Gracq, en lisant en écrivant (Corti p. 171-173) :
« Le secret d'une œuvre réside bien moins dans l'ingéniosité de son son organisation que dans la qualité de sa matière ; si j'entre sans préjugé dans un roman de Stendhal ou un poème de Nerval, je suis d'abord et tout entier seulement odeur de rose, comme la statue de Condillac - sans yeux, sans oreilles, sans perceptions localisées - et par là l'œuvre d'art me livre son caractère opératoire distinctif, qui est d'occuper immédiatement et sans différenciation aucune toute ma cavité intérieure, à la manière d'un gaz qui se dilate. Révélant ainsi sa totale élasticité, et l'immanence impartagée de sa présence vraie : non subdivisable, parce que sa vertu réside tout entière dans chaque particule.
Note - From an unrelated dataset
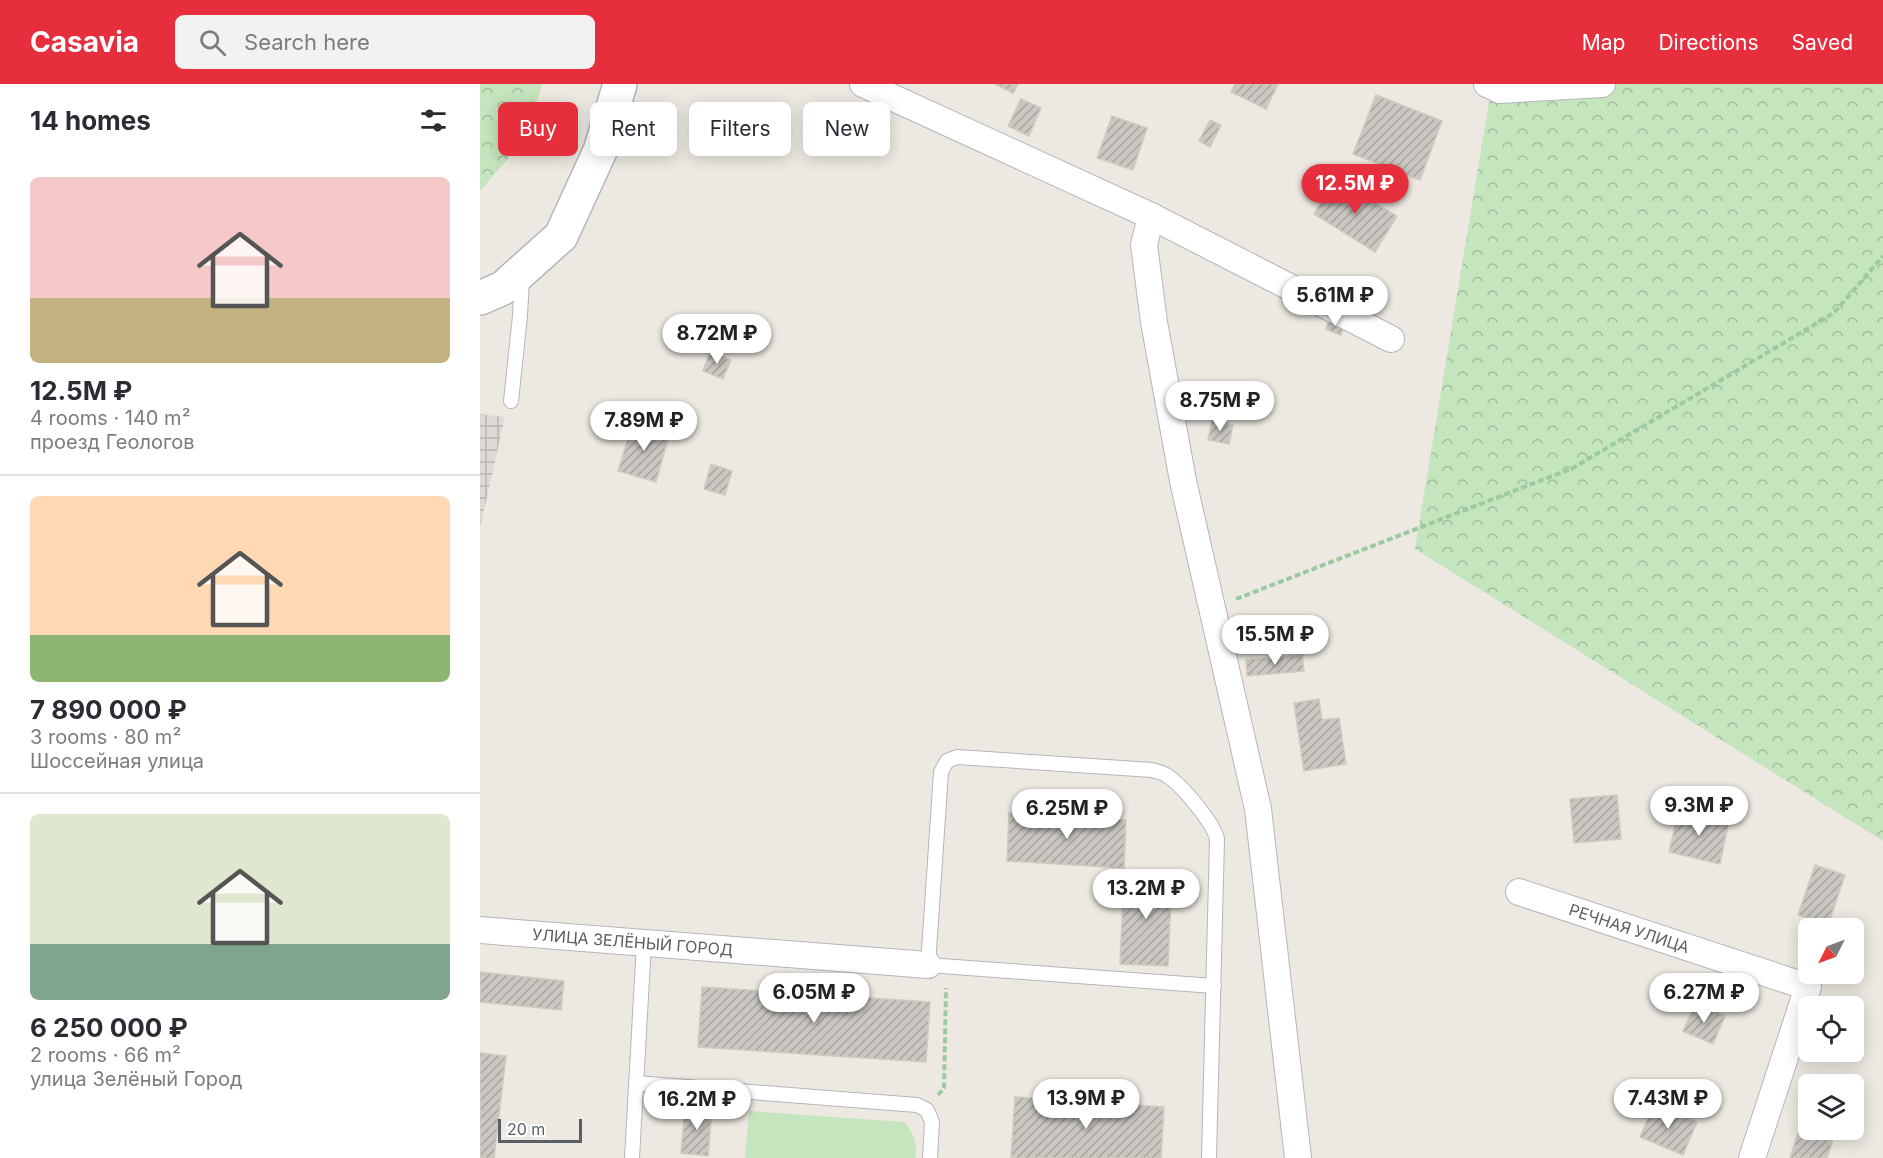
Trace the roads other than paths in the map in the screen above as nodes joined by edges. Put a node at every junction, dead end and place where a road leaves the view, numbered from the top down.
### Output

Ce qui égare trop souvent la critique explicative, c'est le contraste entre la réalité matérielle de l'œuvre : étendue, articulée, faite de parties emboîtées et complexes, et même si l'on veut, démontable jusque dans son détail, et le caractère rigidement global de l'impression de lecture qu'elle produit. Ne pas tenir compte de cet effet de l'œuvre, pour lequel elle est tout entière bâtie, c'est analyser selon les lois et par les moyens de la mécanique une construction dont le seul but est de produire un effet analogue à celui de l'électricité. Et il y a même à pareille méprise une circonstance aggravante : c'est que le "constructeur" de l'œuvre d'art, chaque fois qu'il a nourri son travail, chaque fois aussi qu'il a eu besoin de le contrôler, s'est refait lui aussi tout entier "odeur de rose", éliminant de son esprit tout sauf une certaine impression directrice aveugle et quasi olfactive, qui lui permet seule de choisir entre les pistes qui s'offrent à lui. Tout l'ouvrage a été conçu et exécuté sous le contrôle de cette essence pressentie de l'œuvre, qui n'est peut-être pas celle qui se communique au lecteur (c'est la profonde équivoque de la transmission dans l'œuvre d'art) mais dont la nature est identique. »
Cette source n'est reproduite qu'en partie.